Bank of America Corp. released its annual financial results Tuesday, showing that the largest North Carolina-based public company is past its recession-era woes and ready for a big bounce once interest rates increase. Investors were so impressed with the $16 billion in annual profit – the best showing in a decade — that shares declined 1.5%, with the company’s stock now trading at the lowest level since 2013.
Sadly for BofA shareholders, the bank still gets little respect because chances of higher rates have lessened due to the slumping stock market, depressed oil prices and China’s slowing economy. Until rates rise and BofA can boosts its net interest margin — the spread between what it pays on deposits and charges on loans — investors seem uninterested in bank shares.
Mixed in the annual filing were some interesting facts about the company, which employs more than 15,000 people in Charlotte:
- The bank has 13% fewer branches than it did in 2012. Total deposits have increased 8%.

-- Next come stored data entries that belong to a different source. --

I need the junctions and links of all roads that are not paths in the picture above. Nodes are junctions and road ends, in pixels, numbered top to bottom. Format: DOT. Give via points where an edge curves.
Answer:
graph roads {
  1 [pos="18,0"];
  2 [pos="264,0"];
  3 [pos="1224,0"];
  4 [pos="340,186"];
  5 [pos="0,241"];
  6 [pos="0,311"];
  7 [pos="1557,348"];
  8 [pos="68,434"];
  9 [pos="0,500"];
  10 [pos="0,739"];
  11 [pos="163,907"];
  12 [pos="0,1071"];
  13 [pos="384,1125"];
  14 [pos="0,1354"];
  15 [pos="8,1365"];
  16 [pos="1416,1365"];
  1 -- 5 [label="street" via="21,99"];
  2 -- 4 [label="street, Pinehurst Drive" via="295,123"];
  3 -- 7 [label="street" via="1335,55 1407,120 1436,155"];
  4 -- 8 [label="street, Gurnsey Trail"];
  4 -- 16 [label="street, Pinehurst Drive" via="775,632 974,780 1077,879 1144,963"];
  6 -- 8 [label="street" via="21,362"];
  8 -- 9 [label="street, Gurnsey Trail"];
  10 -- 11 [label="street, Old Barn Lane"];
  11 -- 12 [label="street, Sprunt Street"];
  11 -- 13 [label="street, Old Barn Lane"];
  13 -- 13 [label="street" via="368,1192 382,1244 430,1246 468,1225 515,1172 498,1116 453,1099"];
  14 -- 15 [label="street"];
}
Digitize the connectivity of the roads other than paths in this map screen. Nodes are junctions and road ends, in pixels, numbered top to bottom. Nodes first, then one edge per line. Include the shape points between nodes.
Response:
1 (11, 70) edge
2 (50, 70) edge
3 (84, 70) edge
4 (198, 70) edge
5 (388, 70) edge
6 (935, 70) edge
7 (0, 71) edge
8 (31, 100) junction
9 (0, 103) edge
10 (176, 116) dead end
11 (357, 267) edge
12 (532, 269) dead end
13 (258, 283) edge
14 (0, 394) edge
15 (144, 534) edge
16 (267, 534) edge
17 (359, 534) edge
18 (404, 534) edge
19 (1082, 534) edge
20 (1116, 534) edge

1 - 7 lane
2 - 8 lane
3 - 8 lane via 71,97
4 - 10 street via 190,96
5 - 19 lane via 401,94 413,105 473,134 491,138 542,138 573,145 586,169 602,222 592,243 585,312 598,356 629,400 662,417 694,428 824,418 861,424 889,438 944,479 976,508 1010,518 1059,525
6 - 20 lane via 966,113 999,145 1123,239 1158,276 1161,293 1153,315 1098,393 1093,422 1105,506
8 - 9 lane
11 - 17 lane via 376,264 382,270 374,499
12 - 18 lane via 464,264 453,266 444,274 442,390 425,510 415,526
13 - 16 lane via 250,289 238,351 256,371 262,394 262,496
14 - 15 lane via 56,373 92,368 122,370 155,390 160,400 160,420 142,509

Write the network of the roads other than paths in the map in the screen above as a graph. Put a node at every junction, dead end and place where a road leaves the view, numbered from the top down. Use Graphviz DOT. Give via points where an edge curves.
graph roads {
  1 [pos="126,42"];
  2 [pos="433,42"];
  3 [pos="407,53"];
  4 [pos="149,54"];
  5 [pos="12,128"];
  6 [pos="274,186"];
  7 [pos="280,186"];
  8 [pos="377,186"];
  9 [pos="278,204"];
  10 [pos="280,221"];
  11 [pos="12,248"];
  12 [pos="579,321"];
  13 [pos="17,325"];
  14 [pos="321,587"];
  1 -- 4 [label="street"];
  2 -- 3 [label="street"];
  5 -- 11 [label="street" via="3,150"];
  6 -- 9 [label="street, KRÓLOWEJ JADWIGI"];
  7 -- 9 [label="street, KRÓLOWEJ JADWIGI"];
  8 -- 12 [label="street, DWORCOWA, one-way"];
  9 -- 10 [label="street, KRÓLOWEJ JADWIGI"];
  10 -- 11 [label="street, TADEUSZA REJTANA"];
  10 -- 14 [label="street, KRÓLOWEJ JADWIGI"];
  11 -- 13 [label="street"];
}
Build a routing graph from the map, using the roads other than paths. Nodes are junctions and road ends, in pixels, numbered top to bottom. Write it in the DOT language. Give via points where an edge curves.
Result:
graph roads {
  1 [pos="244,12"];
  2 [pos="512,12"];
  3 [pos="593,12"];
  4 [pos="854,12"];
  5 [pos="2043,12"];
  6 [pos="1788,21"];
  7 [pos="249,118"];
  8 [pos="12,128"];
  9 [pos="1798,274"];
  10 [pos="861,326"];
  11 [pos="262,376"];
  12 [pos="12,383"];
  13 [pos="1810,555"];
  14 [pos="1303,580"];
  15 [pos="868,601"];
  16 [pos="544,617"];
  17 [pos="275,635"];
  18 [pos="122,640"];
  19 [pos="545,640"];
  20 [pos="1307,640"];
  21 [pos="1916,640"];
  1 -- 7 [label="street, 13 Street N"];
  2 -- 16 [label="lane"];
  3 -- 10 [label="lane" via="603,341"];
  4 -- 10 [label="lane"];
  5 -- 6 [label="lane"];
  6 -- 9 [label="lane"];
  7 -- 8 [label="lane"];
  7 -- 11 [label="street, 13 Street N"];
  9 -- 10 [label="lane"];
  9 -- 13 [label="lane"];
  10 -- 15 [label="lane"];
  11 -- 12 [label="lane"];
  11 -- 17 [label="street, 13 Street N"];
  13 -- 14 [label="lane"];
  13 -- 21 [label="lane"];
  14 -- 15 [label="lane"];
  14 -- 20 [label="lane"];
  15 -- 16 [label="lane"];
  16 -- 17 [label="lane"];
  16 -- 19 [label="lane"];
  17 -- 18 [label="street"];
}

- 15% of deposits are now made via mobile devices, reducing the need for bank offices.
- The bank has 11% fewer employees than a year ago — an 11,000-person reduction. About half of the reduction involved fewer people working out poorly performing mortgages.
- A lot of Wall Street analysts asked how BofA planned to cut more costs and staff — no surprise there. None of them live in Charlotte.
- CEO Brian Moynihan pledged to keep pressing on expenses. He said the bank paid $130 million in severance in the fourth quarter.
- The bank charged off a half of one percent of its loans last year. The charge off ratio has declined by two-thirds in four years, reflecting tighter credit standards and a better economy.
- Even so, total charge offs equaled $4.3 billion — a lot of bad debt by any measure.
- Total consumer deposits increased 15% over the past four years, to $809 billion. Low interest rates and all of the bad publicity afflicting BofA haven’t stopped people from dropping money into the bank’s vaults.
- BofA pays no interest on 79% of its business customers’ deposits, which total $308 billion.
- Credit card losses are running at record low levels, Moynihan said.
- If oil prices stay at $30 or less for nine straight quarters, BofA expects it would suffer $900 million in losses from loans to energy companies.
- But lower oil prices promises to bolster consumer spending, Moynihan said.
- Moynihan says BofA is targeting a 12% return on equity. During the years in which Hugh McColl and Ken Lewis ran the bank, a 15% ROE was a common target, but low interest rates have skewed that measurement.
- BofA’s shares fell 5.9% in 2015, and have declined 16% so far this year.